Stalking to już nie jest nowe zjawisko w obecnym świecie, ale nadal powoduje dreszcze i niepokój. Jest to bowiem uporczywe nękanie i polega na długotrwałym działaniu wymierzonym przeciwko osobie, którą sprawca chce upokorzyć. Stalking przybiera różne formy, jak np.: rozpowszechnianie plotek i oszczerstw, głuche telefony, niechciane sms-y, e-maile, listy, groźby, śledzenie, szantaż, wykorzystywanie czyjegoś wizerunku bez jego zgody, niechciane robienie zdjęć, niepożądany dotyk. Niestety nadal jest traktowany po macoszemu przez stróżów prawa, ale nie przez wszystkich. W polskim kodeksie karnym stalking od 6 czerwca 2011 r. stanowi przestępstwo, zagrożone karą pozbawienia wolności od 6 miesięcy do 8 lat (art. 190a § 1 k.k.) lub – w przypadku doprowadzenia ofiary do próby samobójczej – od 2 do 12 lat.

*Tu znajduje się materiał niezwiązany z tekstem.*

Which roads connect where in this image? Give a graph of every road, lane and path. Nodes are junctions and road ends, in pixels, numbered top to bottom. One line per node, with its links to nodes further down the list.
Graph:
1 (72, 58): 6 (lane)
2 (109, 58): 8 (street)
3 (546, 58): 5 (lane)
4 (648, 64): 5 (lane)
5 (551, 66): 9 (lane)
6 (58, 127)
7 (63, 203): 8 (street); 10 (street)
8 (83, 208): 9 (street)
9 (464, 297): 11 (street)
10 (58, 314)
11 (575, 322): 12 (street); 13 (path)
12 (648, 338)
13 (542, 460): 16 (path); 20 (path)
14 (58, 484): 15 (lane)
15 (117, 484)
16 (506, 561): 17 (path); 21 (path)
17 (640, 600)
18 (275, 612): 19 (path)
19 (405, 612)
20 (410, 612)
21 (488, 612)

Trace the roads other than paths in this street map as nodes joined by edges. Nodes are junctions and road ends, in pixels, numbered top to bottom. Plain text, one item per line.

Skąd bierze się to zjawisko? Czy jest to pewien rodzaj choroby psychicznej? Co daje osobie, która nęka swoją ofiarę? Z czego to wynika?

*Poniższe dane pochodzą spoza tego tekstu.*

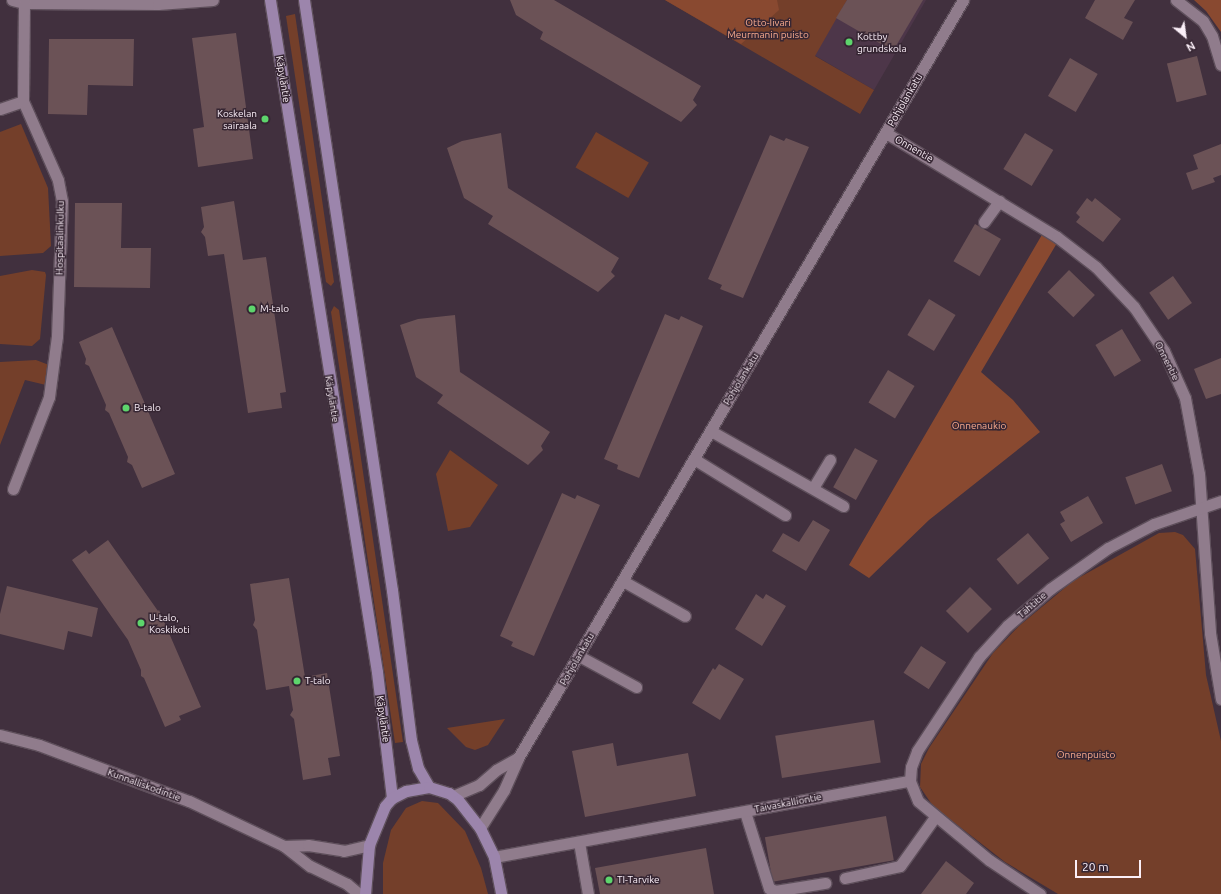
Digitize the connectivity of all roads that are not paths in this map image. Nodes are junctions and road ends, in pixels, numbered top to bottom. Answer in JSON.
{"nodes":[{"id":1,"x":12,"y":0,"type":"edge"},
{"id":2,"x":213,"y":0,"type":"edge"},
{"id":3,"x":270,"y":0,"type":"edge"},
{"id":4,"x":304,"y":0,"type":"edge"},
{"id":5,"x":963,"y":0,"type":"edge"},
{"id":6,"x":1176,"y":0,"type":"edge"},
{"id":7,"x":24,"y":3,"type":"junction"},
{"id":8,"x":1221,"y":66,"type":"edge"},
{"id":9,"x":23,"y":101,"type":"junction"},
{"id":10,"x":0,"y":109,"type":"edge"},
{"id":11,"x":886,"y":133,"type":"junction"},
{"id":12,"x":999,"y":201,"type":"junction"},
{"id":13,"x":984,"y":222,"type":"dead end"},
{"id":14,"x":711,"y":431,"type":"junction"},
{"id":15,"x":694,"y":459,"type":"junction"},
{"id":16,"x":830,"y":460,"type":"dead end"},
{"id":17,"x":813,"y":488,"type":"junction"},
{"id":18,"x":13,"y":489,"type":"dead end"},
{"id":19,"x":1221,"y":501,"type":"edge"},
{"id":20,"x":843,"y":506,"type":"dead end"},
{"id":21,"x":1202,"y":508,"type":"junction"},
{"id":22,"x":785,"y":515,"type":"dead end"},
{"id":23,"x":623,"y":581,"type":"junction"},
{"id":24,"x":685,"y":616,"type":"dead end"},
{"id":25,"x":579,"y":656,"type":"junction"},
{"id":26,"x":636,"y":687,"type":"dead end"},
{"id":27,"x":1221,"y":699,"type":"edge"},
{"id":28,"x":0,"y":735,"type":"edge"},
{"id":29,"x":518,"y":758,"type":"junction"},
{"id":30,"x":910,"y":781,"type":"junction"},
{"id":31,"x":429,"y":787,"type":"junction"},
{"id":32,"x":453,"y":796,"type":"junction"},
{"id":33,"x":392,"y":798,"type":"junction"},
{"id":34,"x":745,"y":812,"type":"junction"},
{"id":35,"x":935,"y":817,"type":"junction"},
{"id":36,"x":480,"y":828,"type":"junction"},
{"id":37,"x":580,"y":842,"type":"junction"},
{"id":38,"x":369,"y":845,"type":"junction"},
{"id":39,"x":284,"y":846,"type":"junction"},
{"id":40,"x":494,"y":857,"type":"junction"},
{"id":41,"x":845,"y":878,"type":"dead end"},
{"id":42,"x":825,"y":883,"type":"dead end"},
{"id":43,"x":359,"y":894,"type":"edge"},
{"id":44,"x":365,"y":894,"type":"edge"},
{"id":45,"x":501,"y":894,"type":"edge"},
{"id":46,"x":588,"y":894,"type":"edge"},
{"id":47,"x":1040,"y":894,"type":"edge"}],
"edges":[{"from":1,"to":7,"type":"street"},
{"from":2,"to":7,"type":"street"},
{"from":3,"to":33,"type":"main road","name":"Käpyläntie"},
{"from":4,"to":31,"type":"main road"},
{"from":5,"to":11,"type":"street","name":"Pohjolankatu"},
{"from":6,"to":8,"type":"street"},
{"from":7,"to":9,"type":"street","name":"Hospitaalinkulku"},
{"from":9,"to":10,"type":"street"},
{"from":9,"to":18,"type":"street","name":"Hospitaalinkulku"},
{"from":11,"to":12,"type":"street","name":"Onnentie"},
{"from":11,"to":14,"type":"street","name":"Pohjolankatu"},
{"from":12,"to":13,"type":"street"},
{"from":12,"to":21,"type":"street","name":"Onnentie"},
{"from":14,"to":15,"type":"street","name":"Pohjolankatu"},
{"from":14,"to":17,"type":"street"},
{"from":15,"to":22,"type":"street"},
{"from":15,"to":23,"type":"street","name":"Pohjolankatu"},
{"from":16,"to":17,"type":"street"},
{"from":17,"to":20,"type":"street"},
{"from":19,"to":21,"type":"street","name":"Tähtitie"},
{"from":21,"to":27,"type":"street","name":"Onnentie"},
{"from":21,"to":30,"type":"street","name":"Tähtitie"},
{"from":23,"to":24,"type":"street"},
{"from":23,"to":25,"type":"street","name":"Pohjolankatu"},
{"from":25,"to":26,"type":"street"},
{"from":25,"to":29,"type":"street","name":"Pohjolankatu"},
{"from":28,"to":39,"type":"street","name":"Kunnalliskodintie"},
{"from":29,"to":32,"type":"street"},
{"from":29,"to":36,"type":"street","name":"Pohjolankatu"},
{"from":30,"to":34,"type":"street","name":"Taivaskalliontie"},
{"from":30,"to":35,"type":"street"},
{"from":31,"to":32,"type":"main road"},
{"from":31,"to":33,"type":"main road"},
{"from":32,"to":36,"type":"main road"},
{"from":33,"to":38,"type":"main road"},
{"from":34,"to":37,"type":"street","name":"Taivaskalliontie"},
{"from":34,"to":42,"type":"street"},
{"from":35,"to":41,"type":"street"},
{"from":35,"to":47,"type":"street"},
{"from":36,"to":40,"type":"main road"},
{"from":37,"to":40,"type":"street","name":"Taivaskalliontie"},
{"from":37,"to":46,"type":"street"},
{"from":38,"to":39,"type":"street","name":"Kunnalliskodintie"},
{"from":38,"to":44,"type":"main road"},
{"from":39,"to":43,"type":"street","name":"Kunnalliskodintie"},
{"from":40,"to":45,"type":"main road"}]}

„Życie jest damą kier” Aleksandry Bekus porusza właśnie ten niewygodny temat od strony ofiary.
Główną bohaterką jest Zuza, nauczycielka i psycholożka w szkole podstawowej, która po wielu perturbacjach życiowych odnajduje spokój u boku ukochanego. W dniu urodzin dostaję piękne prezenty od narzeczonego. Jednak na koniec dnia okazuje się, że te podarki nie są od Wojtka, tylko od kogoś obcego. I tu zaczyna się gra dobra ze złem a właściwie czasem. Drogą eliminacji Zuza zaczyna prowadzić prywatne śledztwo i próbuje odnaleźć stalkera. Ale nie jest to takie proste jakby się wydawało, gdyż tajemniczy „wielbiciel” osacza ją z każdej strony. Na szczęście Zuza ma wsparcie w Wojtku oraz przyjaciółkach. I dzięki temu szybko zgłasza policji sprawę nękania, która na początku nie reaguje na ten incydent. Jednakże po pewnym nieprzyjemnym wydarzeniu komisarz Niewiadomski bierze sprawę w swoje ręce…
Co się musi stać, aby policja zainteresowała się stalkerem? Kto pierwszy trafi na odpowiedni trop, Zuza czy komisarz? Co się jeszcze musi wydarzyć aby złapać przestępcę? Czy uda się tego człowieka złapać?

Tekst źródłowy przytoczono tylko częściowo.